Total (Flavio Bucci) is a bank clerk who is literally allergic to money – he’s constantly scratching himself when it’s around. Having observed the power and respect afforded The Butcher (Ugo Tognazzi), who breezes into the bank regularly, handing employees choice cuts of meat in return for privileged treatment, Total goes to his boss and asks for a loan. Why? To improve his own life. What does he have for collateral? Nothing. The boss kicks him out for such audacity.
So Total embarks on a new career, targeting the Butcher (who is a crook himself), taking from the wealthy man his wealth and property – including his mistress Anita (Daria Nicolodi). The Butcher grows increasingly paranoid, his money and property becoming itself a source of deepening insecurity. Total gradually expands his criminal activity, stealing from other thieves, and disrupting the system which supports all of society.
It’s apparent that as a free agent whose criminal activity is not rational – it becomes an attack on the criminal/Capitalist foundations of society rather than an attempt to gain some wealth for himself within the rules – he is a threat to the system which everyone else benefits from. Total’s ignominious personal end is contrasted with the funeral of master thief Albertone (Mario Scaccia), at which a huge crowd listens to the passionate eulogy which asserts the essential part thieves play in holding society together – nothing would have value without the perpetual threat that it could be taken from you.
Property is No Longer a Theft begins as absurdist comedy and gathers power as it progresses, an angry, disillusioned cry in reaction to the way we have trapped ourselves inside a system which separates us from our own nature.
The excellent transfer is supplemented with interviews with actor Flavio Bucci, producer Claudio Mancini, and make-up artist Pierantonio Mecacci.
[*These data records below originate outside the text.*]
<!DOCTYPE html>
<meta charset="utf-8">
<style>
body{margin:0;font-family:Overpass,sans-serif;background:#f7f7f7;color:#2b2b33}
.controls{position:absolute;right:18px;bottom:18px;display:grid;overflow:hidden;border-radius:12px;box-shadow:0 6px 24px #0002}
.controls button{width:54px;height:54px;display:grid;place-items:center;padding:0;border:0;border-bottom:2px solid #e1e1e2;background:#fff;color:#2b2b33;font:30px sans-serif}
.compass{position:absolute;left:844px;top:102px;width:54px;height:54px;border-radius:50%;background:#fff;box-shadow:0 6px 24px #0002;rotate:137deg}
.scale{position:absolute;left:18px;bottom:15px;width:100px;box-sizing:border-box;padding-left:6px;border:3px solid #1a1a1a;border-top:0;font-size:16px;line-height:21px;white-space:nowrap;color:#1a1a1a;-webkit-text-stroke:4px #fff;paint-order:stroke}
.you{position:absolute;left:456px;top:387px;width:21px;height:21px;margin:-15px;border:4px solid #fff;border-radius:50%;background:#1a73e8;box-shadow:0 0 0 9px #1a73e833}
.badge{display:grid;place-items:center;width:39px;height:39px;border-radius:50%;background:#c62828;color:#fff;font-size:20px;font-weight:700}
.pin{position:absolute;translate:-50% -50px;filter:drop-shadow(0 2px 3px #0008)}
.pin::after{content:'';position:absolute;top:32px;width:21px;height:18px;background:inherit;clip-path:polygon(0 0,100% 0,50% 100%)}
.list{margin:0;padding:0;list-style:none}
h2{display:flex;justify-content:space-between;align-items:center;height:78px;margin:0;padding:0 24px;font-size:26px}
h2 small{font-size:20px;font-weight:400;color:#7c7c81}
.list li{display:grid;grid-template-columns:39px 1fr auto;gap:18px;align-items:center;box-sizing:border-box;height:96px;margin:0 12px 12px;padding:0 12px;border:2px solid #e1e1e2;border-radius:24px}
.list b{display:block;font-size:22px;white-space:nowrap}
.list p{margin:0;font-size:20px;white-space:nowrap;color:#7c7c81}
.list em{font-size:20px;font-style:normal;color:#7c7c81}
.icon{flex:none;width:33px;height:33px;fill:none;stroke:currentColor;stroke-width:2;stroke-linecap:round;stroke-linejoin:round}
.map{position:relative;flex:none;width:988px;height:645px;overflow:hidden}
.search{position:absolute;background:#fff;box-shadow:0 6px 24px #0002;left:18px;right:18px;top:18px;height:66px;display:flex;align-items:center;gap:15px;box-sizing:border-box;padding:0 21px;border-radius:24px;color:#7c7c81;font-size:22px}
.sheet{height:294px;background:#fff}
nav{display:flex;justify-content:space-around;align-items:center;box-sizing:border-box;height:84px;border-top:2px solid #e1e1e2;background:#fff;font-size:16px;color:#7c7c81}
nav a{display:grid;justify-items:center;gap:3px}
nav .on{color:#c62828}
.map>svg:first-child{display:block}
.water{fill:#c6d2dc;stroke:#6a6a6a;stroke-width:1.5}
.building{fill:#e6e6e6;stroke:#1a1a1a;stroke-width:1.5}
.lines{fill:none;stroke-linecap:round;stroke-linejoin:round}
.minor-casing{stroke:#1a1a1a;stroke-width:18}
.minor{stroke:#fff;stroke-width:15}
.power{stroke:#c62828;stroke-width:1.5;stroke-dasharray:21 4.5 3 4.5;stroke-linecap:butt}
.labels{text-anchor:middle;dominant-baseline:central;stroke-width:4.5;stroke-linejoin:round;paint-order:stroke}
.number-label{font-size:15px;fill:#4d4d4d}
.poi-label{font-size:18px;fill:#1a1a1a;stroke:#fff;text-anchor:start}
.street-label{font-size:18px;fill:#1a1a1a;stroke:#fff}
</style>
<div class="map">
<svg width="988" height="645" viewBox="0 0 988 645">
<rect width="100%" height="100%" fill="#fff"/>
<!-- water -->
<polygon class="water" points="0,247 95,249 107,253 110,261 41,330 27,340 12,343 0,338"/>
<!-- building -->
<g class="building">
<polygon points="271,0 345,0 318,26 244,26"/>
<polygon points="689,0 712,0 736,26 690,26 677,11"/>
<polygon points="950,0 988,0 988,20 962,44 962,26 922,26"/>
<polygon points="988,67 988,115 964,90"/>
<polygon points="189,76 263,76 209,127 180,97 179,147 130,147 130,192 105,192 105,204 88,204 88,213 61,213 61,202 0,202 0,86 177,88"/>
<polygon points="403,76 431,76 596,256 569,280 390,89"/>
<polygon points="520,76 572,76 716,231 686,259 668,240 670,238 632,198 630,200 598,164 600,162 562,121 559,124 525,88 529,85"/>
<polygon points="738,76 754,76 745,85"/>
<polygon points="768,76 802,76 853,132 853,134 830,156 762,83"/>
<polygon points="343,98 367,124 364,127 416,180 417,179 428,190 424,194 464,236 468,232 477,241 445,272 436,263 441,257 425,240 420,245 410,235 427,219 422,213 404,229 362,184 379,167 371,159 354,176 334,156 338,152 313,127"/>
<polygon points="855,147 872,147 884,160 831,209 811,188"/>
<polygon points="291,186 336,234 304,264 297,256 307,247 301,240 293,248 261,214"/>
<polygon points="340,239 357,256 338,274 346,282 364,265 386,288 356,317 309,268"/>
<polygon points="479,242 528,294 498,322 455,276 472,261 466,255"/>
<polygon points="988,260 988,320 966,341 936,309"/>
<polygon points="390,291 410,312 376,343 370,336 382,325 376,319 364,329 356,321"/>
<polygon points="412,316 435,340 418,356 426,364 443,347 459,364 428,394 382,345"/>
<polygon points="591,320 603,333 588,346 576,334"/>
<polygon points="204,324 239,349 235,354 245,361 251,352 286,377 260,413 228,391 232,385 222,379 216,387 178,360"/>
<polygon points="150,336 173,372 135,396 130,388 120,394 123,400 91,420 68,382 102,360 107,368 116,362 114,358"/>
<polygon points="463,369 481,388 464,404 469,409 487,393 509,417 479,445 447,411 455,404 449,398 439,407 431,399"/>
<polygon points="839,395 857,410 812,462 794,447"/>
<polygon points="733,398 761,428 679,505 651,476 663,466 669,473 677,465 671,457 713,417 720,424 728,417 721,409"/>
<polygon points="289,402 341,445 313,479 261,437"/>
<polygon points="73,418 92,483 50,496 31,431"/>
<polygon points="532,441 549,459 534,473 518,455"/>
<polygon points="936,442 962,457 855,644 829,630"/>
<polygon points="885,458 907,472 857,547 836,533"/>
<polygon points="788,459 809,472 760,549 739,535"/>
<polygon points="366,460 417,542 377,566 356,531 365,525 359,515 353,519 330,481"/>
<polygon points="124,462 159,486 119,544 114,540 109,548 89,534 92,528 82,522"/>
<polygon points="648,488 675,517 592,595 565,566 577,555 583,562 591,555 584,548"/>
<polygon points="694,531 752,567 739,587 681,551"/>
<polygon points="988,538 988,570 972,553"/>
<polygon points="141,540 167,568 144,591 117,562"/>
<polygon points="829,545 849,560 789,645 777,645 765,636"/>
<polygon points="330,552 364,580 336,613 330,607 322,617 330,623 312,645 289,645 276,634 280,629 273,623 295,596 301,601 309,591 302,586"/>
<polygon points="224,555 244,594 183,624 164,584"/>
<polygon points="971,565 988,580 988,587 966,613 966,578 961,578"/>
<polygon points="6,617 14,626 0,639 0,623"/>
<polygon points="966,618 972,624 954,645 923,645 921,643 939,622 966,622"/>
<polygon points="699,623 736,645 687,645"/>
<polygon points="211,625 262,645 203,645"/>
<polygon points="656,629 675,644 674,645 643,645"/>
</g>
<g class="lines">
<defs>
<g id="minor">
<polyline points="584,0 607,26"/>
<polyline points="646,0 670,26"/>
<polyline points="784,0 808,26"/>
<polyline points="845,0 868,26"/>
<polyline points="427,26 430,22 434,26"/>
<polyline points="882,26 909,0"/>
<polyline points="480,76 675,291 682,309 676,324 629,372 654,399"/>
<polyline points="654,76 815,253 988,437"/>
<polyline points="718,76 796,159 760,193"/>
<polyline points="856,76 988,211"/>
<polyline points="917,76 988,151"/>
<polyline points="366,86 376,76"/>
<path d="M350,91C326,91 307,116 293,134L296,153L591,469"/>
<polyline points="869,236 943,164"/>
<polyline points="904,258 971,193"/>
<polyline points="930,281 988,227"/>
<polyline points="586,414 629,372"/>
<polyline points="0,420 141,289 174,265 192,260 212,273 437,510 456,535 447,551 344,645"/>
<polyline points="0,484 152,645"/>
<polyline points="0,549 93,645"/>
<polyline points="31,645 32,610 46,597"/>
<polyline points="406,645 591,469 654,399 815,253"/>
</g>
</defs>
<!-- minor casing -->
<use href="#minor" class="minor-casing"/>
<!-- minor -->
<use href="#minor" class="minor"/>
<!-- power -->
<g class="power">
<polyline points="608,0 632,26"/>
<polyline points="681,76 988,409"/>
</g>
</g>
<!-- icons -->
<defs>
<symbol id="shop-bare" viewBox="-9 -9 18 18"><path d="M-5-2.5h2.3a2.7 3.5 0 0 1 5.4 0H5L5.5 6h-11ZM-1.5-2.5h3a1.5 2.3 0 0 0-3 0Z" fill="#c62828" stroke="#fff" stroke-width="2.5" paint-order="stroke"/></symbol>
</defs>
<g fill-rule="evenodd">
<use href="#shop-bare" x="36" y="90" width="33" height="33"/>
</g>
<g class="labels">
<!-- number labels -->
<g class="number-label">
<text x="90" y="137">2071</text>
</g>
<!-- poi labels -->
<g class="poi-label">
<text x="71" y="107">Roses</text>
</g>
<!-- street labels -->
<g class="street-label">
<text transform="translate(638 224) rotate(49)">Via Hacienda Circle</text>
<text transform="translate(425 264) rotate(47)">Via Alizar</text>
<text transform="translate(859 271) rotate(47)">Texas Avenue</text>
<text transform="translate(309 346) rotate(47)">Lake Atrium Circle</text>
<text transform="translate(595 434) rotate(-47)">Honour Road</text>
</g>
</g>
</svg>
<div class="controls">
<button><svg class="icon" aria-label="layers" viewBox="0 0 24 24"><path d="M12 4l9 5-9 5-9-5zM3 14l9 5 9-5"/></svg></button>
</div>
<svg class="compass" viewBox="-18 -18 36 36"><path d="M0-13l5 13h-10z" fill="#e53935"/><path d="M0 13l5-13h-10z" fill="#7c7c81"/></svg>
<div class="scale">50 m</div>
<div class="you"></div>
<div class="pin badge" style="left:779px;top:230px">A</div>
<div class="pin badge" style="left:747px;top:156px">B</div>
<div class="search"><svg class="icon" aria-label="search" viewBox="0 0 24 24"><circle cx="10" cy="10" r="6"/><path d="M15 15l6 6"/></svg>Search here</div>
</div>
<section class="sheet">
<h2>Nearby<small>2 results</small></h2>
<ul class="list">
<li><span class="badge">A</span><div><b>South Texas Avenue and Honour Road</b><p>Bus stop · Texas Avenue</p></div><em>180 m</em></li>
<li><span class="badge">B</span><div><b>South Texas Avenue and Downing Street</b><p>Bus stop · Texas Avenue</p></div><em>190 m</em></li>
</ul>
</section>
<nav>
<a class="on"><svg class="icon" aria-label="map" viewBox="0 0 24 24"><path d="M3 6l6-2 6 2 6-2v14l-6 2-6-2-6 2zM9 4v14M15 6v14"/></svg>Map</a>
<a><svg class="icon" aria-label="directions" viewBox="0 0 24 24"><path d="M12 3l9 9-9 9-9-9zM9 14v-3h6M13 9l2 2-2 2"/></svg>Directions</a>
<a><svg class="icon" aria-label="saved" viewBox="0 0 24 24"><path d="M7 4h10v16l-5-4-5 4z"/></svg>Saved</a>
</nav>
As an indication of the burden I experience from my disk addiction, here is a list of the Arrow releases currently waiting on the shelf – admittedly, many of these are movies I’ve seen before (some many times) and the disks are upgrades, so perhaps there’s less pressure to get to them.
The Complete Sartana (partially watched)
Kinji Fukasaku’s New Battles Without Honour and Humanity
George Romero Between Night and Dawn
Three Films by Paolo and Vittorio Taviani
Outlaw Gangster VIP: The Complete Collection
Takashi Miike’s Dead or Alive Trilogy and Black Society Trilogy
Jose Larraz’ Blood Hunger
DeNiro & De Palma: The Early Films
Frank Henenlotter’s Brain Damage
Marco Ferreri’s La Grande Bouffe
Roberto Rossellini’s Viva L’Italia
Luigi Bazzoni and Franco Rossellini’s The Possessed
Olivier Assayas’ Irma Vep
William Friedkin’s Cruising
Roger Donaldson’s Sleeping Dogs and Smash Palace
Terry Gilliam’s Tideland
Kleber Mendonca Filho’s Aquarius
Aleksei German’s Khrustalyov, My Car
Ted Post’s The Baby
Mario Bava’s Erik the Conqueror
Marcel Ophuls’ The Sorrow and the Pity
Jorg Buttgereit’s Nekromantik 1 and 2, Schramm and Der Todesking
Abel Ferrara’s The Addiction
Geoff Murphy’s The Quiet Earth
Vincent Ward’s Vigil and The Navigator
Bernardo Bertolucci’s The Conformist
Ulli Lommel’s Tenderness of the Wolves
Andrzej Zulawski’s Cosmos
Jack Hill’s Spider Baby
Jacques Tourneur’s The Comedy of Terrors
Peter Fonda’s The Hired Hand
Henri-Georges Clouzot’s The Mystery of Picasso
Ken Russell’s Crimes of Passion
Buddy Cooper’s The Mutilator
Ovidio Assonitis’ Madhouse
Leszek Burzynski’s Trapped Alive
Andrea Bianchi’s Strip Nude for Your Killer
Ed Hunt’s Bloody Birthday
Carol Reed’s The Running Man
And that’s just Arrow … there are other stacks of releases from Indicator, Eureka, BFI, Severin, Twilight Time, Shout! Factory, and numerous other random distributors.